Bruce Thornton of FrontPageMag contends that the terrorist attacks in Norway should not be used to claim that non-Muslims are capable of terrorism, arguing that violence is at the heart of Islam while uncharacteristic of Christianity. He goes on to say that the attacks “expose the bankruptcy of the EU,” although Thornton fails to mention that Norway is not a member of the European Union. He claims that the EU’s “cosmopolitanism” and “multiculturalism” stoked a right-wing reaction, warning that “violence [will] be increasingly regarded as a legitimate response to the EUtopian assaults against national identity and cultural traditions”:
This fact reflects the most obvious fallacy behind the moral equivalence argument: the complete lack of anything remotely resembling a theology of violence in the Bible. Yes, there is plenty of blood and guts in the Old Testament, but as Raymond Ibrahim points out, the references to those battles are “descriptive, not prescriptive,” and reflect history rather than theology. There is nothing in the Bible remotely similar to the numerous commands to wage war against the infidel that can be found in the Koran, the hadiths, the biographies of Mohammed, and 14 centuries of Islamic jurisprudence, commentary, history, and theology.

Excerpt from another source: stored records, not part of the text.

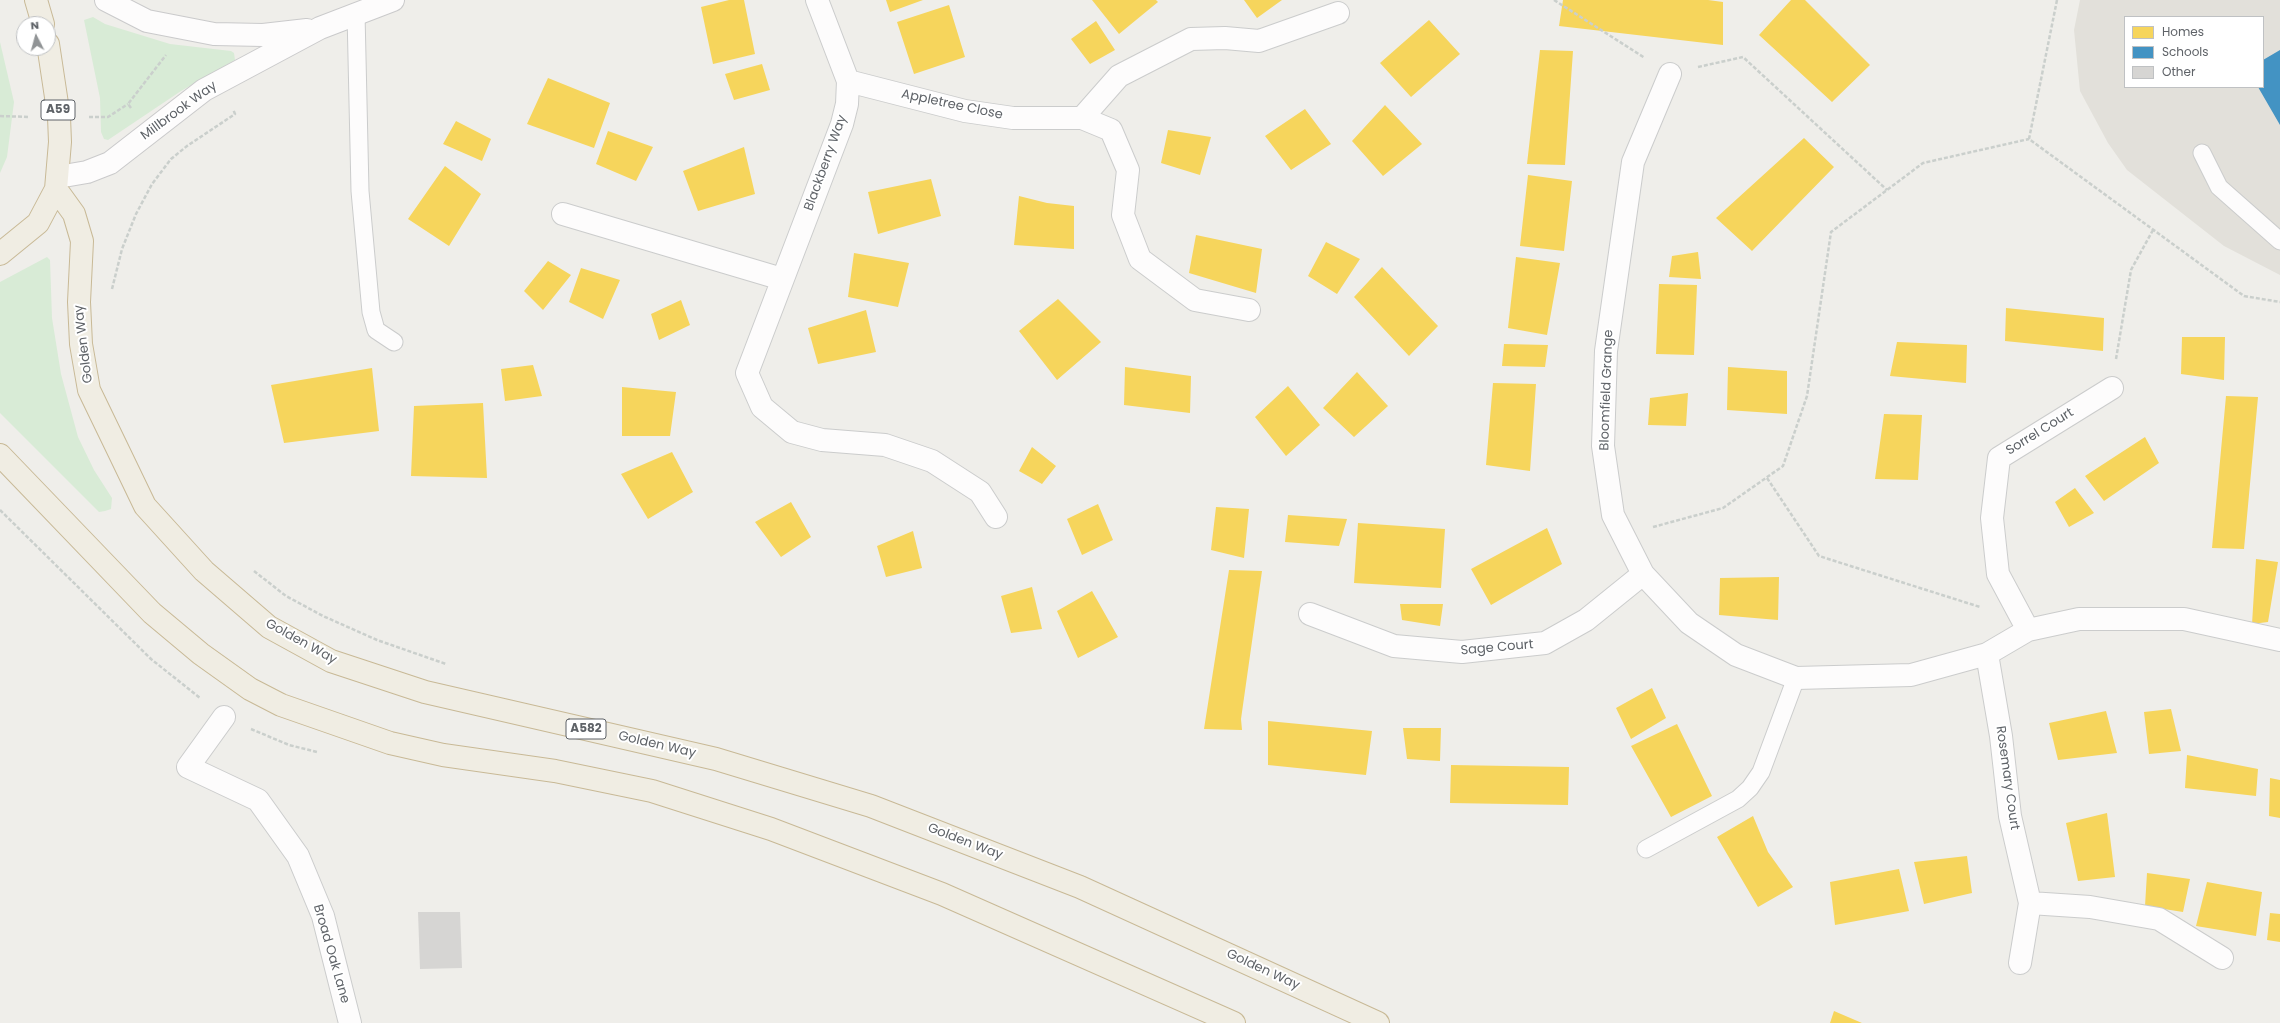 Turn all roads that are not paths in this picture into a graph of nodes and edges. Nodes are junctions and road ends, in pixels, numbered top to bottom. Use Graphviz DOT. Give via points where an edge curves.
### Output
graph roads {
  1 [pos="36,0"];
  2 [pos="106,0"];
  3 [pos="393,0"];
  4 [pos="817,0"];
  5 [pos="1338,12"];
  6 [pos="356,13"];
  7 [pos="41,16"];
  8 [pos="320,28"];
  9 [pos="50,56"];
  10 [pos="1670,74"];
  11 [pos="848,81"];
  12 [pos="1082,118"];
  13 [pos="2202,153"];
  14 [pos="57,183"];
  15 [pos="563,214"];
  16 [pos="2280,241"];
  17 [pos="0,254"];
  18 [pos="782,279"];
  19 [pos="1249,310"];
  20 [pos="394,342"];
  21 [pos="2112,388"];
  22 [pos="0,455"];
  23 [pos="996,517"];
  24 [pos="1643,574"];
  25 [pos="1310,614"];
  26 [pos="2028,630"];
  27 [pos="2280,640"];
  28 [pos="1987,654"];
  29 [pos="1796,678"];
  30 [pos="224,718"];
  31 [pos="1646,848"];
  32 [pos="2030,903"];
  33 [pos="2222,958"];
  34 [pos="2020,963"];
  35 [pos="350,1023"];
  36 [pos="1234,1023"];
  37 [pos="1378,1023"];
  1 -- 7 [label="highway"];
  2 -- 8 [label="street, Millbrook Way" via="147,21 214,34 263,35"];
  3 -- 6 [label="street, Millbrook Way"];
  4 -- 11 [label="street, Blackberry Way"];
  5 -- 12 [label="street" via="1259,41 1192,39 1119,76"];
  6 -- 8 [label="street, Millbrook Way"];
  6 -- 20 [label="lane" via="360,191 370,312 376,330"];
  8 -- 14 [label="street, Millbrook Way" via="204,90 110,162"];
  9 -- 14 [label="highway, A59" via="59,117"];
  10 -- 24 [label="street, Bloomfield Grange" via="1633,162 1606,351 1603,446 1613,515"];
  11 -- 12 [label="street, Appletree Close" via="965,111 1013,118"];
  11 -- 18 [label="street, Blackberry Way" via="842,124"];
  12 -- 19 [label="street, Appletree Close" via="1111,130 1128,170 1123,215 1140,259 1195,300"];
  13 -- 16 [label="lane" via="2219,187"];
  14 -- 17 [label="highway, A59" via="38,223"];
  14 -- 37 [label="highway, Golden Way / A582" via="74,214 82,242 79,302 81,344 89,390 145,506 204,571 269,627 331,661 425,692 716,759 871,806 1080,886"];
  15 -- 18 [label="street"];
  18 -- 23 [label="street, Blackberry Way" via="747,373 762,407 792,432 822,440 885,445 932,461 980,492"];
  21 -- 26 [label="street, Sorrel Court" via="1999,458 1992,518 1998,574"];
  22 -- 36 [label="highway" via="152,613 201,654 250,689 281,705 390,743 443,755 554,771 652,791 770,829 942,894"];
  24 -- 25 [label="street, Sage Court" via="1586,620 1545,643 1462,652 1394,646"];
  24 -- 29 [label="street, Bloomfield Grange" via="1689,623 1736,656"];
  26 -- 27 [label="street, Bloomfield Grange" via="2079,620 2184,619"];
  26 -- 28 [label="street, Bloomfield Grange"];
  28 -- 29 [label="street, Bloomfield Grange" via="1911,675"];
  28 -- 32 [label="street, Rosemary Court" via="2002,736 2010,816"];
  29 -- 31 [label="lane" via="1761,772 1750,788 1738,799"];
  30 -- 35 [label="street, Broad Oak Lane" via="188,767 258,800 298,856 323,916"];
  32 -- 33 [label="street" via="2090,907 2159,919"];
  32 -- 34 [label="street, Rosemary Court"];
}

This reliance on moral equivalence not only obscures the causes of Muslim violence. It also leads to misunderstanding the true significance of European extremism. Rather than the expression of Christian or conservative pathology, acts like the Oslo bombing expose the bankruptcy of the EU utopian dream and its notion that nationalist loyalty and Christian identity are at best passé, at worst an expression of xenophobia or racism. EUtopia has marginalized legitimate nationalist and religious identity and exalted in its place some mythic transnational cosmopolitanism and sentimentalized multiculturalism alien to the lives of most ordinary Europeans. As such it creates the conditions in which extremist, if not neo-fascist varieties of nationalism, can flourish, particularly given the growing problems of marginalized and unassimilated Muslim immigrants.
This is not to suggest that anything is responsible for the Oslo bombing other than the actions of the bomber. But it is important to understand the correct context of those actions. As EUtopia continues to unravel, both economically and as a politico-social ideal, we can expect to see extremist parties in Europe grow larger, and violence be increasingly regarded as a legitimate response to the EUtopian assaults against national identity and cultural traditions.